Communication is the core of the parent/child relationship. Communication makes or breaks connection. It’s not so much what we say but how we say it that conveys meaning to our children. We may intend to teach a lesson or get a point across but our tone of voice and body language determine whether our child hears what we intend or an entirely different message.
“What is it you want?” can be said with genuine curiosity and encouragement or with criticism and judgment. One reading tells the child, What you want is important to me. A different reading says, You are an annoyance and an inconvenience. Leave me alone.
Good communication requires knowing when to ask questions and when to make statements. There are times for each. Usually we pick exactly the wrong time.
Imagine your child is clearly upset, which may show up directly in her emotions or in acting out behavior. This is the time when we want to know what is going on and so we typically ask:
- What’s wrong?
- Why are you so angry?
- Why did you hit your sister?
Or we cannot avoid the temptation to get our teaching in there:
- When are you going to learn to just walk away?
- Why do you keep provoking her?
Sometimes we project our own experience and make assumptions with leading questions:
- Didn’t that make you feel like you were all alone?
- You thought you were being pushed out, didn’t you?
When we want our children to express their emotions, we are tempted to ask questions—the last thing kids want to hear. Questions at this stage can block communication rather than open it, especially when children are not sure how their answers will be received.
Questions feel like a setup to a child leaving him thinking,
- Mom doesn’t want to know how I feel, she just wants me to do what she wants.
- Do I answer what I think she wants to hear or what I know she doesn’t?
- What’s Dad after? Will I get in trouble if I tell the truth?
Instead of blocking communication, we need to build bridges that invite our children to tell us what’s going on—if they know. In order to do that, they need to trust that we are not leading them in the direction that suits our agenda, trust that we can hear something tough and not tell them what to do about it, trust that we will not be dismissive. We teach them to distrust with the following questions:
- You can’t talk to him like that. Don’t you know what that will lead to?
- Your friend hit you and pushed you down? Oh my darling, are you alright? I’m getting on the phone with his mother right now.
- Oh come on, you don’t really feel upset about a silly thing like that, do you?
- You do, too, get what you want.
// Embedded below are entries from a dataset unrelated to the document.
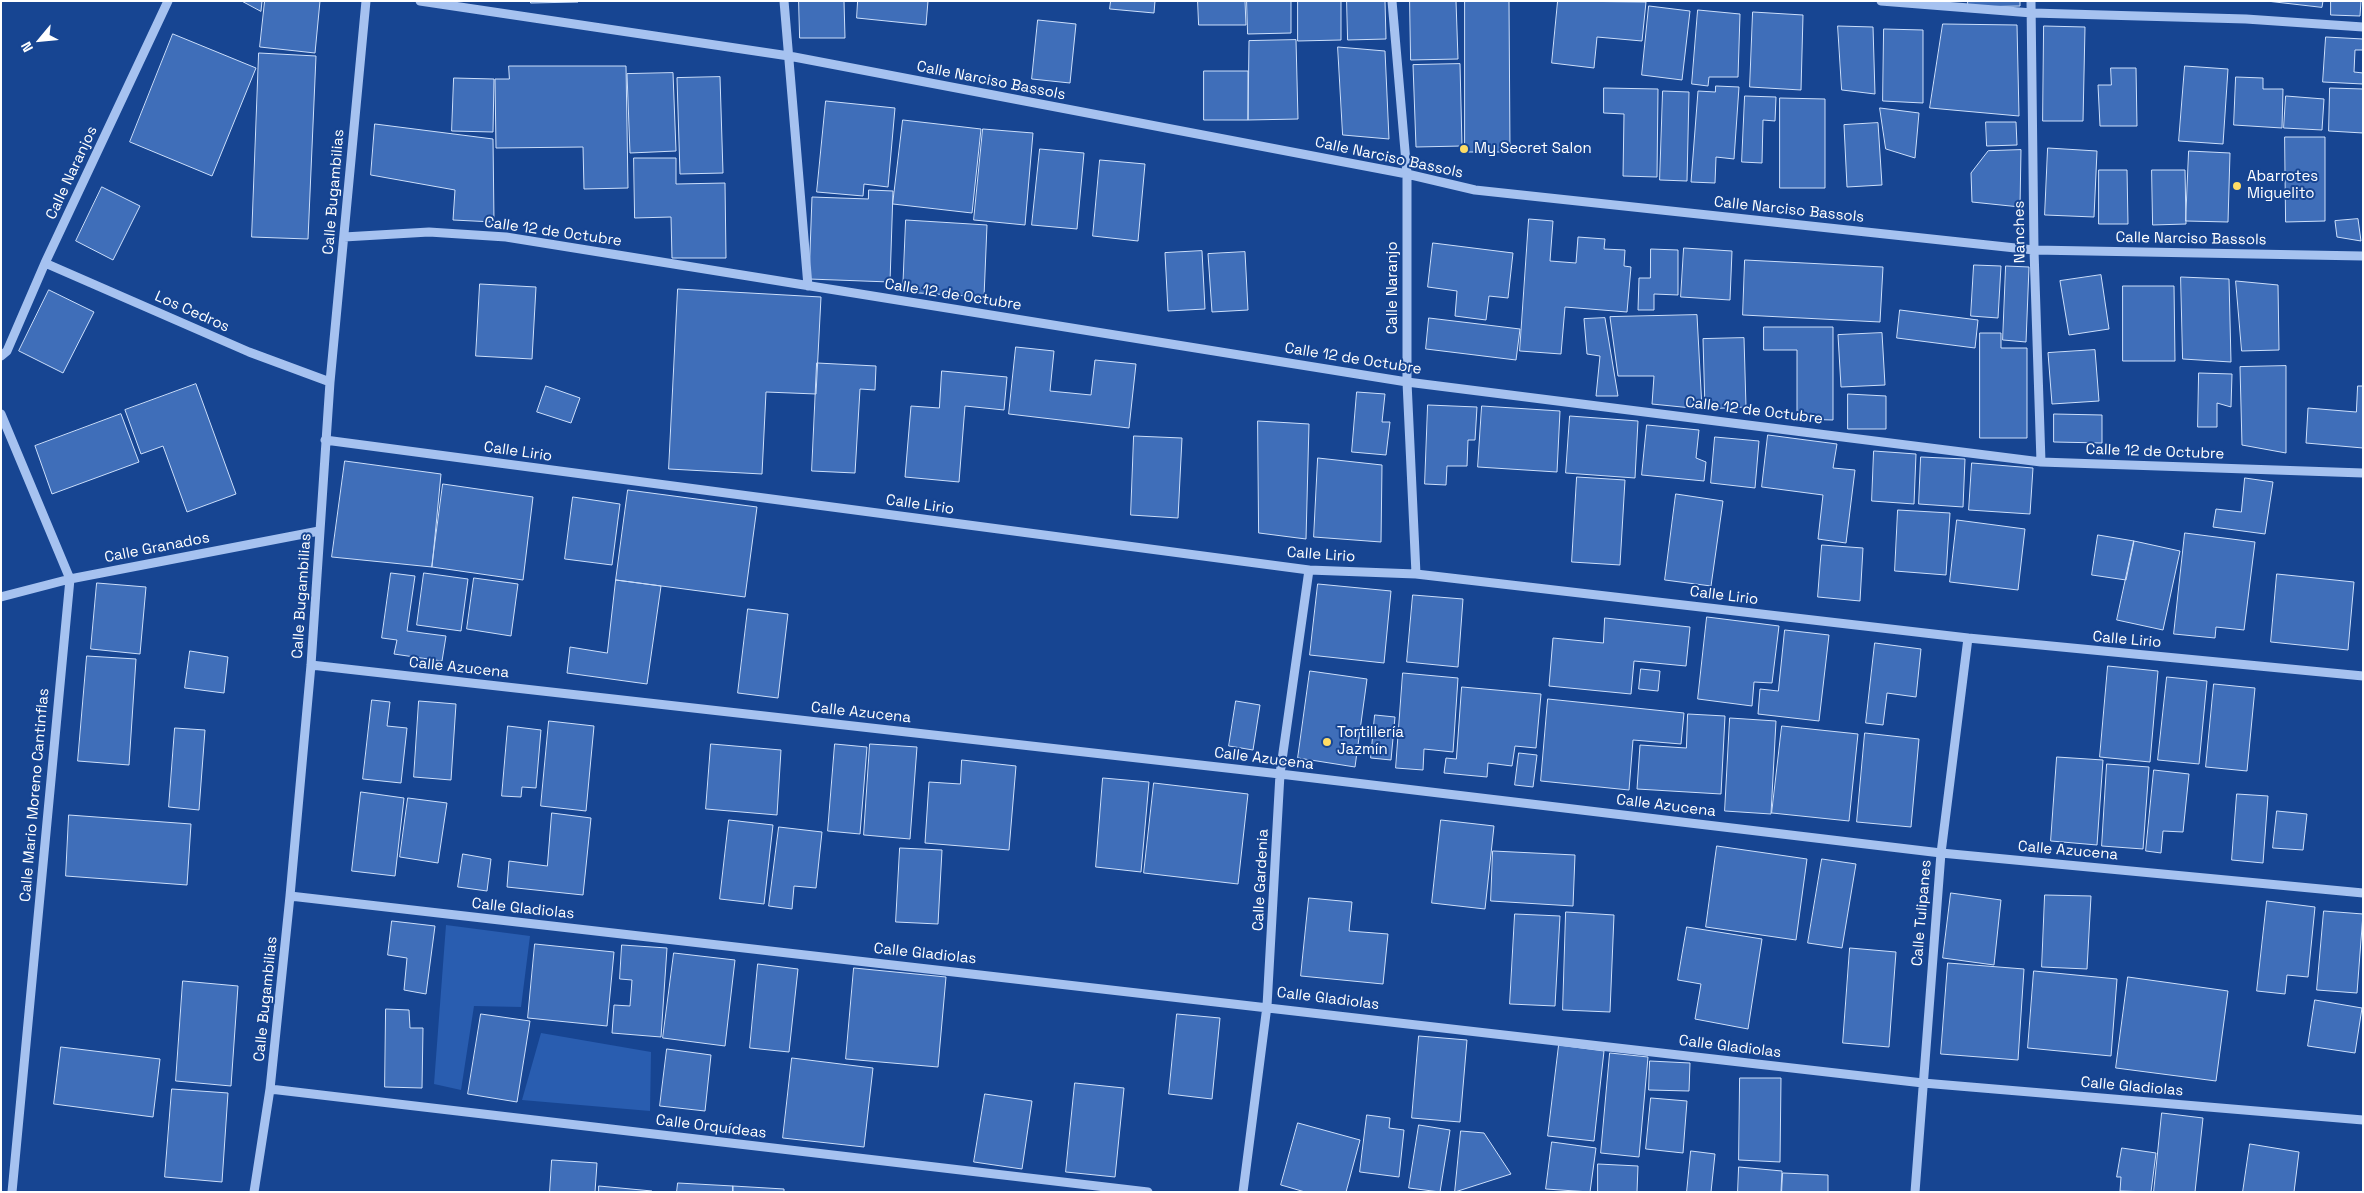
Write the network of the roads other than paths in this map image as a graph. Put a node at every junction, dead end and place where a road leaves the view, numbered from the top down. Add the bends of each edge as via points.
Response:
1 (168, 1) edge
2 (366, 1) edge
3 (420, 1) edge
4 (784, 1) edge
5 (1392, 1) edge
6 (1881, 1) edge
7 (2031, 1) edge
8 (2032, 13) junction
9 (2363, 28) edge
10 (789, 56) junction
11 (1406, 174) junction
12 (344, 237) junction
13 (2034, 250) junction
14 (2363, 256) edge
15 (45, 263) junction
16 (808, 286) junction
17 (1, 356) edge
18 (330, 382) junction
19 (1407, 382) junction
20 (1, 414) edge
21 (325, 440) junction
22 (2041, 462) junction
23 (2363, 473) edge
24 (319, 531) junction
25 (1309, 570) junction
26 (1416, 574) junction
27 (70, 579) junction
28 (1, 597) edge
29 (1968, 638) junction
30 (311, 665) junction
31 (2363, 676) edge
32 (1280, 774) junction
33 (1941, 853) junction
34 (2363, 893) edge
35 (290, 896) junction
36 (1267, 1006) junction
37 (1923, 1083) junction
38 (270, 1089) junction
39 (2363, 1120) edge
40 (12, 1192) edge
41 (254, 1192) edge
42 (1148, 1192) edge
43 (1243, 1192) edge
44 (1915, 1192) edge

1 - 15 street, Calle Naranjos
2 - 12 street, Calle Bugambilias
3 - 10 street, Calle Narciso Bassols
4 - 10 street
5 - 11 street, Calle Naranjo
6 - 8 street
7 - 8 street, Nanches
8 - 9 street via 2246,19
8 - 13 street, Nanches
10 - 11 street, Calle Narciso Bassols
10 - 16 street
11 - 13 street, Calle Narciso Bassols via 1475,190
11 - 19 street, Calle Naranjo
12 - 16 street, Calle 12 de Octubre via 429,232 506,237
12 - 18 street, Calle Bugambilias
13 - 14 street, Calle Narciso Bassols
13 - 22 street, Nanches
15 - 17 street, Calle Naranjos via 7,350
15 - 18 street, Los Cedros via 249,352
16 - 19 street, Calle 12 de Octubre
18 - 21 street, Calle Bugambilias
19 - 22 street, Calle 12 de Octubre
19 - 26 street, Calle Naranjo
20 - 27 street, Calle Mario Moreno Cantinflas
21 - 24 street, Calle Bugambilias
21 - 25 street, Calle Lirio
22 - 23 street, Calle 12 de Octubre
24 - 27 street, Calle Granados
24 - 30 street, Calle Bugambilias
25 - 26 street, Calle Lirio
25 - 32 street, Calle Gardenia
26 - 29 street, Calle Lirio
27 - 28 street, Calle Granados
27 - 40 street, Calle Mario Moreno Cantinflas
29 - 31 street, Calle Lirio
29 - 33 street, Calle Tulipanes
30 - 32 street, Calle Azucena
30 - 35 street, Calle Bugambilias
32 - 33 street, Calle Azucena
32 - 36 street, Calle Gardenia
33 - 34 street, Calle Azucena
33 - 37 street, Calle Tulipanes
35 - 36 street, Calle Gladiolas
35 - 38 street, Calle Bugambilias
36 - 37 street, Calle Gladiolas
36 - 43 street, Calle Gardenia
37 - 39 street, Calle Gladiolas
37 - 44 street, Calle Tulipanes
38 - 41 street, Calle Bugambilias
38 - 42 street, Calle Orquídeas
Just yesterday we went to the park, remember?
Building bridges for opening up emotionally means statements of understanding and validation. Think period at the end rather than question mark.
- It looks like you’re feeling really upset about something. I’d like to know what that’s about.
- I bet if I were you, I’d feel pretty confused about what she said.
- I wonder if you’re feeling left out. I can imagine that would hurt.
- Or simply listen attentively.
If your child feels your genuine concern, your statement is likely to prompt his response and more conversation will follow. If your child doesn’t like to talk or isn’t ready, there is no pressure since you haven’t asked a question. Your statement lets him know that you care.
After connection is made and your child feels understood, it’s time for problem solving. This is the stage when we are most tempted to make statements and tell our children what to do or fix the problem for them.
- You need to tell her to stop calling you names.
- Just walk away and leave him alone.
- Stand up for yourself and give him a good punch in the nose.
- If you want to get on the team, I’ll talk to the coach. He owes me one.
- Don’t let anyone talk to you like that. I’m calling your teacher.
Instead, it’s best to lead their thought process and guide them toward finding their own solutions.
- What is it you want him to do?
- What do you think he needs from you in order to do that?
- How do you think doing that would work? Would that get you what you want?
If your child is stuck, ask if he’d like your help, but be sure to respect that your solution might not be right for your child.
- Do you want my opinion?
- When something like that happens to me, I feel better when I say something about it/apologize.
We love to tell our kids what they should do. But when we do, we project ourselves into their experience based on what we would do in their shoes. Not only are we adults with our life experience (usually our justification for directing them), but we are different people. Our children need to know how to solve their problems in ways that work for them, learning through trial and error, so when we’re not in the picture, they can approach a problem feeling strong and confident.
Is there a better life lesson?
2 thoughts on “How We Say It Makes or Breaks Connection”
This is extremely helpful. For me sometimes I think the biggest obstacle to communicating with my child in ways that are connective is the sense I have of always being in a rush to get the next thing done and the next and the next…(e.g., eat dinner, wash up, get ready for bed, etc.) It’s so much faster to go straight into asking questions and giving directives so that whatever’s happening can be resolved and out of the way so that we can get on with the list of things that need to get done. This blog reminds me that I really need to make the time to breathe and think before I speak.
Hi Shelley – Yes, breathe and think and just practice staying in the moment. When your thoughts go to what comes next, remind yourself (when you can), to just stay right here and right now with your son.